Problem to solve:
The entries below should be copied exactly and completely.

Extracted material:

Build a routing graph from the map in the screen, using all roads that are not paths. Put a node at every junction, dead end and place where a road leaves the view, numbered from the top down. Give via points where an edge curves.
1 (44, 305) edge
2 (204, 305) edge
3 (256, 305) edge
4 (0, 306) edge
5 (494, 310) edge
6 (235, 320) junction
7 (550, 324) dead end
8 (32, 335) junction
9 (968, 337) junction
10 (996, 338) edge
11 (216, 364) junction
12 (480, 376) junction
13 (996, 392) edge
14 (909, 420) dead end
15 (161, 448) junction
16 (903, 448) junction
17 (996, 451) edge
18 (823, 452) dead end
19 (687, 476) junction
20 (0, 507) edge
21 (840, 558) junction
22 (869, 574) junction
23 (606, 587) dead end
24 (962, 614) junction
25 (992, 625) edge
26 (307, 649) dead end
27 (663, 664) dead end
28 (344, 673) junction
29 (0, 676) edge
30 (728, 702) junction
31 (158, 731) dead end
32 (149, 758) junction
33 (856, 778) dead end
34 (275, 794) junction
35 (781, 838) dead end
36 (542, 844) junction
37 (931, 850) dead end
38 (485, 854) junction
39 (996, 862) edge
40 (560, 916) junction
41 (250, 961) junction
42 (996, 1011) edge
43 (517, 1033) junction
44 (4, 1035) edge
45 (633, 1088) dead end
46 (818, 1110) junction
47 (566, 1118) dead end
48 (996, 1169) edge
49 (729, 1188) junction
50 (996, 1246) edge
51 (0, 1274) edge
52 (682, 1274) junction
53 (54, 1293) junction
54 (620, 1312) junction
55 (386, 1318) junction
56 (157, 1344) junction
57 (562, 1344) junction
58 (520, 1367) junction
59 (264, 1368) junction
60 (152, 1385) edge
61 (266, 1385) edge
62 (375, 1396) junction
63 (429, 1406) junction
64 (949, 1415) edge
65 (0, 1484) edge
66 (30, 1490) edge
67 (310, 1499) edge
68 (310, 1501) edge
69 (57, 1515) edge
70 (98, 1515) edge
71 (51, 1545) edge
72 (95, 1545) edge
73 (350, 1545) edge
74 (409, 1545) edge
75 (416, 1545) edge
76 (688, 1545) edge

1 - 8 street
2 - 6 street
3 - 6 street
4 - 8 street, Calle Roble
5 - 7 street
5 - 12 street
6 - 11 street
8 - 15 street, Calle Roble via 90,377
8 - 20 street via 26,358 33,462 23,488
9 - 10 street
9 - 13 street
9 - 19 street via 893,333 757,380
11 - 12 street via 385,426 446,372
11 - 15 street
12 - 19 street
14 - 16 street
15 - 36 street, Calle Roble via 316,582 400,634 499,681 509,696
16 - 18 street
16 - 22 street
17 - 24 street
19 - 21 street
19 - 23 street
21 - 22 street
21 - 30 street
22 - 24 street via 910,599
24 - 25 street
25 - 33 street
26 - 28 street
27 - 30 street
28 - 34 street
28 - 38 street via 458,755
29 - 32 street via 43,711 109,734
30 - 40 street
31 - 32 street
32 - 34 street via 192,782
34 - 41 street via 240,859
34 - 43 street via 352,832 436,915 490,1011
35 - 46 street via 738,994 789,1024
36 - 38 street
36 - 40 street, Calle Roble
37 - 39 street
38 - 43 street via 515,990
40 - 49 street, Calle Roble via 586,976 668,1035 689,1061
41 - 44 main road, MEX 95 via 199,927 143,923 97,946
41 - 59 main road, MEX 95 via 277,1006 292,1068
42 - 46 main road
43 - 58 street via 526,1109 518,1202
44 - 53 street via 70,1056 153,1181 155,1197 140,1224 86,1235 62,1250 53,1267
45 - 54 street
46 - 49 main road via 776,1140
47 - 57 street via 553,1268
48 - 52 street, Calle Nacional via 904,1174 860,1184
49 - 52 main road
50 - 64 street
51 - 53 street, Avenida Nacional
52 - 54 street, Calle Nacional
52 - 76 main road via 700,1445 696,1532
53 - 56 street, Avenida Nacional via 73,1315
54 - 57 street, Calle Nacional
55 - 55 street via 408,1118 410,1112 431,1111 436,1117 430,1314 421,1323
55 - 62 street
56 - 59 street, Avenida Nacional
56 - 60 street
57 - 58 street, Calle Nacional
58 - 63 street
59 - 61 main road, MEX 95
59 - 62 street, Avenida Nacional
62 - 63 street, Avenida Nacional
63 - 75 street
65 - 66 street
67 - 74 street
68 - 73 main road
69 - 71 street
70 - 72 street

Written solution:
Build a routing graph from the map in the screen, using all roads that are not paths. Put a node at every junction, dead end and place where a road leaves the view, numbered from the top down. Give via points where an edge curves.
1 (44, 305) edge
2 (204, 305) edge
3 (256, 305) edge
4 (0, 306) edge
5 (494, 310) edge
6 (235, 320) junction
7 (550, 324) dead end
8 (32, 335) junction
9 (968, 337) junction
10 (996, 338) edge
11 (216, 364) junction
12 (480, 376) junction
13 (996, 392) edge
14 (909, 420) dead end
15 (161, 448) junction
16 (903, 448) junction
17 (996, 451) edge
18 (823, 452) dead end
19 (687, 476) junction
20 (0, 507) edge
21 (840, 558) junction
22 (869, 574) junction
23 (606, 587) dead end
24 (962, 614) junction
25 (992, 625) edge
26 (307, 649) dead end
27 (663, 664) dead end
28 (344, 673) junction
29 (0, 676) edge
30 (728, 702) junction
31 (158, 731) dead end
32 (149, 758) junction
33 (856, 778) dead end
34 (275, 794) junction
35 (781, 838) dead end
36 (542, 844) junction
37 (931, 850) dead end
38 (485, 854) junction
39 (996, 862) edge
40 (560, 916) junction
41 (250, 961) junction
42 (996, 1011) edge
43 (517, 1033) junction
44 (4, 1035) edge
45 (633, 1088) dead end
46 (818, 1110) junction
47 (566, 1118) dead end
48 (996, 1169) edge
49 (729, 1188) junction
50 (996, 1246) edge
51 (0, 1274) edge
52 (682, 1274) junction
53 (54, 1293) junction
54 (620, 1312) junction
55 (386, 1318) junction
56 (157, 1344) junction
57 (562, 1344) junction
58 (520, 1367) junction
59 (264, 1368) junction
60 (152, 1385) edge
61 (266, 1385) edge
62 (375, 1396) junction
63 (429, 1406) junction
64 (949, 1415) edge
65 (0, 1484) edge
66 (30, 1490) edge
67 (310, 1499) edge
68 (310, 1501) edge
69 (57, 1515) edge
70 (98, 1515) edge
71 (51, 1545) edge
72 (95, 1545) edge
73 (350, 1545) edge
74 (409, 1545) edge
75 (416, 1545) edge
76 (688, 1545) edge

1 - 8 street
2 - 6 street
3 - 6 street
4 - 8 street, Calle Roble
5 - 7 street
5 - 12 street
6 - 11 street
8 - 15 street, Calle Roble via 90,377
8 - 20 street via 26,358 33,462 23,488
9 - 10 street
9 - 13 street
9 - 19 street via 893,333 757,380
11 - 12 street via 385,426 446,372
11 - 15 street
12 - 19 street
14 - 16 street
15 - 36 street, Calle Roble via 316,582 400,634 499,681 509,696
16 - 18 street
16 - 22 street
17 - 24 street
19 - 21 street
19 - 23 street
21 - 22 street
21 - 30 street
22 - 24 street via 910,599
24 - 25 street
25 - 33 street
26 - 28 street
27 - 30 street
28 - 34 street
28 - 38 street via 458,755
29 - 32 street via 43,711 109,734
30 - 40 street
31 - 32 street
32 - 34 street via 192,782
34 - 41 street via 240,859
34 - 43 street via 352,832 436,915 490,1011
35 - 46 street via 738,994 789,1024
36 - 38 street
36 - 40 street, Calle Roble
37 - 39 street
38 - 43 street via 515,990
40 - 49 street, Calle Roble via 586,976 668,1035 689,1061
41 - 44 main road, MEX 95 via 199,927 143,923 97,946
41 - 59 main road, MEX 95 via 277,1006 292,1068
42 - 46 main road
43 - 58 street via 526,1109 518,1202
44 - 53 street via 70,1056 153,1181 155,1197 140,1224 86,1235 62,1250 53,1267
45 - 54 street
46 - 49 main road via 776,1140
47 - 57 street via 553,1268
48 - 52 street, Calle Nacional via 904,1174 860,1184
49 - 52 main road
50 - 64 street
51 - 53 street, Avenida Nacional
52 - 54 street, Calle Nacional
52 - 76 main road via 700,1445 696,1532
53 - 56 street, Avenida Nacional via 73,1315
54 - 57 street, Calle Nacional
55 - 55 street via 408,1118 410,1112 431,1111 436,1117 430,1314 421,1323
55 - 62 street
56 - 59 street, Avenida Nacional
56 - 60 street
57 - 58 street, Calle Nacional
58 - 63 street
59 - 61 main road, MEX 95
59 - 62 street, Avenida Nacional
62 - 63 street, Avenida Nacional
63 - 75 street
65 - 66 street
67 - 74 street
68 - 73 main road
69 - 71 street
70 - 72 street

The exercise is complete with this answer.